### WORK TO BE COMPLETED
Write out only the opening lines of the entries, through the line with "Which roads connect where in this street".

### RECORDS FOR THE TASK

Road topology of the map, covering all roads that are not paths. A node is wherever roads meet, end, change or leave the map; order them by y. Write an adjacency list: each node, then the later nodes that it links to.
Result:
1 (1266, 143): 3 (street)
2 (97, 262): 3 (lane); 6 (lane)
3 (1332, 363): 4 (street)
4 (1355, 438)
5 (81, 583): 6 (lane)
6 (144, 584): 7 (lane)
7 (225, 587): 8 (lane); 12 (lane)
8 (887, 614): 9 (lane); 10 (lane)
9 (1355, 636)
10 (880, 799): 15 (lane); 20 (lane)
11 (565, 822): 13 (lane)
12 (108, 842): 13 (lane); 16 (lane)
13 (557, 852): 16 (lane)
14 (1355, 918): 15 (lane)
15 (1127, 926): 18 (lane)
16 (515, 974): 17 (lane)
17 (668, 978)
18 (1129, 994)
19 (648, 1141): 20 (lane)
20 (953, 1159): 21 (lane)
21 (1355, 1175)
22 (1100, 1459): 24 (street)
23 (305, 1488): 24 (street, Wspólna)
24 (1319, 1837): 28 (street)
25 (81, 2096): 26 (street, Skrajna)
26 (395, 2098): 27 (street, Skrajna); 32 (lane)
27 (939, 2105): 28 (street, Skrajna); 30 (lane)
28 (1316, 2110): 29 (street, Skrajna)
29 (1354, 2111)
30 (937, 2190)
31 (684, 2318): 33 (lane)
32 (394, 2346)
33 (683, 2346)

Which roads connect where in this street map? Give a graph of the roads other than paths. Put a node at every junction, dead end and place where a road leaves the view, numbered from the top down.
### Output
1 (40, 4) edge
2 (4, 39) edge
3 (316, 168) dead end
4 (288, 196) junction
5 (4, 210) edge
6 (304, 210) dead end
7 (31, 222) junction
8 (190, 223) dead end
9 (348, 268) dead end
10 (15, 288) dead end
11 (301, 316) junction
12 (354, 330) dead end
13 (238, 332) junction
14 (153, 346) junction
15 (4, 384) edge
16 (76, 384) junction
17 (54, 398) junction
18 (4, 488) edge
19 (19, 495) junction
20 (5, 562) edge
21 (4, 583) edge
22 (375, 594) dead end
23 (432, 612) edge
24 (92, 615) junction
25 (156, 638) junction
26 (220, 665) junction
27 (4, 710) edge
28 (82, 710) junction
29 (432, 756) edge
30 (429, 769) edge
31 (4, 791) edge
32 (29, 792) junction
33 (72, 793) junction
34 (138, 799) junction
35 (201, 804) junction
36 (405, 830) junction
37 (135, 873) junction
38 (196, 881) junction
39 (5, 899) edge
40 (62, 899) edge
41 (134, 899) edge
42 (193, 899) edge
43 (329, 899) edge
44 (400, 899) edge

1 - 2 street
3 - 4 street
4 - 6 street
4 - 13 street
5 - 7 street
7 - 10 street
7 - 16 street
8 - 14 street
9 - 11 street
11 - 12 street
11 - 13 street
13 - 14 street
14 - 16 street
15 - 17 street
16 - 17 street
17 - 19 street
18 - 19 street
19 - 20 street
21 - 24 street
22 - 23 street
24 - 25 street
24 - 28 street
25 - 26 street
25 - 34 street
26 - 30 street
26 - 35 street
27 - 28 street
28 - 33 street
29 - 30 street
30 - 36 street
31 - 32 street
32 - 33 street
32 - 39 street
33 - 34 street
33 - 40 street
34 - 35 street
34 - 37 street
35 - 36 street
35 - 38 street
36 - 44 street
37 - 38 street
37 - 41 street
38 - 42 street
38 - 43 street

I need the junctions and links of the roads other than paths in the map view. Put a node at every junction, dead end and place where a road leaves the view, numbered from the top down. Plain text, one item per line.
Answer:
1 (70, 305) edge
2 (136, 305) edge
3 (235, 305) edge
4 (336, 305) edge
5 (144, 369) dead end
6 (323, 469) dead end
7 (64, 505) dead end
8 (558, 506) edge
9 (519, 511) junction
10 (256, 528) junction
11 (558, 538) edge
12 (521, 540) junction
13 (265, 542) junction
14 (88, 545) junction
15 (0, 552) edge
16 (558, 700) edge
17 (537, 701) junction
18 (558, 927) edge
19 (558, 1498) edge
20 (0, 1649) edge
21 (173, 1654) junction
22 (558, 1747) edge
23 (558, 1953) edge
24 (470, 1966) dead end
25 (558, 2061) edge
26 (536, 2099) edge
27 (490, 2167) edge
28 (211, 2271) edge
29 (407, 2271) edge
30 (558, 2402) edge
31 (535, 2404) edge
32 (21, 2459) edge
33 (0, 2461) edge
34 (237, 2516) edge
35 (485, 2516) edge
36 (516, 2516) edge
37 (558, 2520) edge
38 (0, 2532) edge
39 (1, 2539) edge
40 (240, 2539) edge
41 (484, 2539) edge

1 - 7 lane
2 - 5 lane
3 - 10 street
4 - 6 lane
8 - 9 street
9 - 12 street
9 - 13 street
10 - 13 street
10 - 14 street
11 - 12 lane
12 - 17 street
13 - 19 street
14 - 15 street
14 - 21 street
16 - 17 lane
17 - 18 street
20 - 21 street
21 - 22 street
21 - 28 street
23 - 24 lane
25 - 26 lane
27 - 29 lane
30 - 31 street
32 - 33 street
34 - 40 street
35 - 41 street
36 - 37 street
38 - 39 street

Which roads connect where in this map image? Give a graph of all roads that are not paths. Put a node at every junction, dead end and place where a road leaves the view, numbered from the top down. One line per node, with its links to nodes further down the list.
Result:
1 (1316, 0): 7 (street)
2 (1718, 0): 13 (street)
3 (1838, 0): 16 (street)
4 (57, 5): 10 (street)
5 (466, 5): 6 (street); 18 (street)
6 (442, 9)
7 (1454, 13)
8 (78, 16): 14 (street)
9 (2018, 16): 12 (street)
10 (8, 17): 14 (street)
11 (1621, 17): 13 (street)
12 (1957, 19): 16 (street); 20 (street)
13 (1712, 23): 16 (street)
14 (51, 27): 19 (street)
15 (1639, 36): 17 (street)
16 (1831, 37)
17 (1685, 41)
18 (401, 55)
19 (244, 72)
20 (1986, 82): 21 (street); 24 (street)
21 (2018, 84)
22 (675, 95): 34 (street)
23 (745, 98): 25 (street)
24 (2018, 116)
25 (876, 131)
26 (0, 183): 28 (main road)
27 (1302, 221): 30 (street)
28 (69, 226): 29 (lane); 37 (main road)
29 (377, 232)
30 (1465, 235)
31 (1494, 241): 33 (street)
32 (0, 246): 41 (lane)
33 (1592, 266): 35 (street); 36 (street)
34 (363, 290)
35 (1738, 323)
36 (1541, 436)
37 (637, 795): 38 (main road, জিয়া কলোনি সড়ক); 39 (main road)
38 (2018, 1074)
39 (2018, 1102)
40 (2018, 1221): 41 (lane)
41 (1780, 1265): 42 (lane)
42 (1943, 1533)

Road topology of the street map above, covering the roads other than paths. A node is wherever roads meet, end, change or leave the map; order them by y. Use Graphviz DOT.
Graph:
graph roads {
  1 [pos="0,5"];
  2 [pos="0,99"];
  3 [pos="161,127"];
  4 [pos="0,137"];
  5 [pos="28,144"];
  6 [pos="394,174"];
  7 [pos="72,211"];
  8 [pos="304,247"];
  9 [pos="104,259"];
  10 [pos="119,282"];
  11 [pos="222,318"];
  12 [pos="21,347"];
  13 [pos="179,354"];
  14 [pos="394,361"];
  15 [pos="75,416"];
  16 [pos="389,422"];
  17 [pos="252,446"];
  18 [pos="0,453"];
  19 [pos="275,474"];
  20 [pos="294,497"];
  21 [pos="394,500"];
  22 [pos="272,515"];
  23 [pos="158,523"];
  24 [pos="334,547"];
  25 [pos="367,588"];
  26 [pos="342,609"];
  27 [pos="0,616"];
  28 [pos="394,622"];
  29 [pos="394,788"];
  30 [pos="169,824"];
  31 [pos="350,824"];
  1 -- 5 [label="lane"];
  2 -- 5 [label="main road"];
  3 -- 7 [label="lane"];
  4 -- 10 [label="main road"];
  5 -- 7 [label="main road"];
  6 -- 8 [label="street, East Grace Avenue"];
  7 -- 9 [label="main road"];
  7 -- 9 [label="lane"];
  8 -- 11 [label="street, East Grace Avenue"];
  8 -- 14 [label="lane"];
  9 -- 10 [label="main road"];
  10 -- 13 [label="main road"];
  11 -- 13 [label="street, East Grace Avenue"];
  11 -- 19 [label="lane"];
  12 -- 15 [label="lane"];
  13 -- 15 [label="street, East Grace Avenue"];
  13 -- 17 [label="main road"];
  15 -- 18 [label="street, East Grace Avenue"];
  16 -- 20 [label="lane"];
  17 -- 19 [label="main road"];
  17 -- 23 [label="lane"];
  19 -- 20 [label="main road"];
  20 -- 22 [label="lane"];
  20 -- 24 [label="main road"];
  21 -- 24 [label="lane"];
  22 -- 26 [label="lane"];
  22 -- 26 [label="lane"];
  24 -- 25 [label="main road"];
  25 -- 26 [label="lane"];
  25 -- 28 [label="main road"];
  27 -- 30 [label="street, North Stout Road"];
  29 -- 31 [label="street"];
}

### COMPLETED TASK
Road topology of the map, covering all roads that are not paths. A node is wherever roads meet, end, change or leave the map; order them by y. Write an adjacency list: each node, then the later nodes that it links to.
Result:
1 (1266, 143): 3 (street)
2 (97, 262): 3 (lane); 6 (lane)
3 (1332, 363): 4 (street)
4 (1355, 438)
5 (81, 583): 6 (lane)
6 (144, 584): 7 (lane)
7 (225, 587): 8 (lane); 12 (lane)
8 (887, 614): 9 (lane); 10 (lane)
9 (1355, 636)
10 (880, 799): 15 (lane); 20 (lane)
11 (565, 822): 13 (lane)
12 (108, 842): 13 (lane); 16 (lane)
13 (557, 852): 16 (lane)
14 (1355, 918): 15 (lane)
15 (1127, 926): 18 (lane)
16 (515, 974): 17 (lane)
17 (668, 978)
18 (1129, 994)
19 (648, 1141): 20 (lane)
20 (953, 1159): 21 (lane)
21 (1355, 1175)
22 (1100, 1459): 24 (street)
23 (305, 1488): 24 (street, Wspólna)
24 (1319, 1837): 28 (street)
25 (81, 2096): 26 (street, Skrajna)
26 (395, 2098): 27 (street, Skrajna); 32 (lane)
27 (939, 2105): 28 (street, Skrajna); 30 (lane)
28 (1316, 2110): 29 (street, Skrajna)
29 (1354, 2111)
30 (937, 2190)
31 (684, 2318): 33 (lane)
32 (394, 2346)
33 (683, 2346)

Which roads connect where in this street map? Give a graph of the roads other than paths. Put a node at every junction, dead end and place where a road leaves the view, numbered from the top down.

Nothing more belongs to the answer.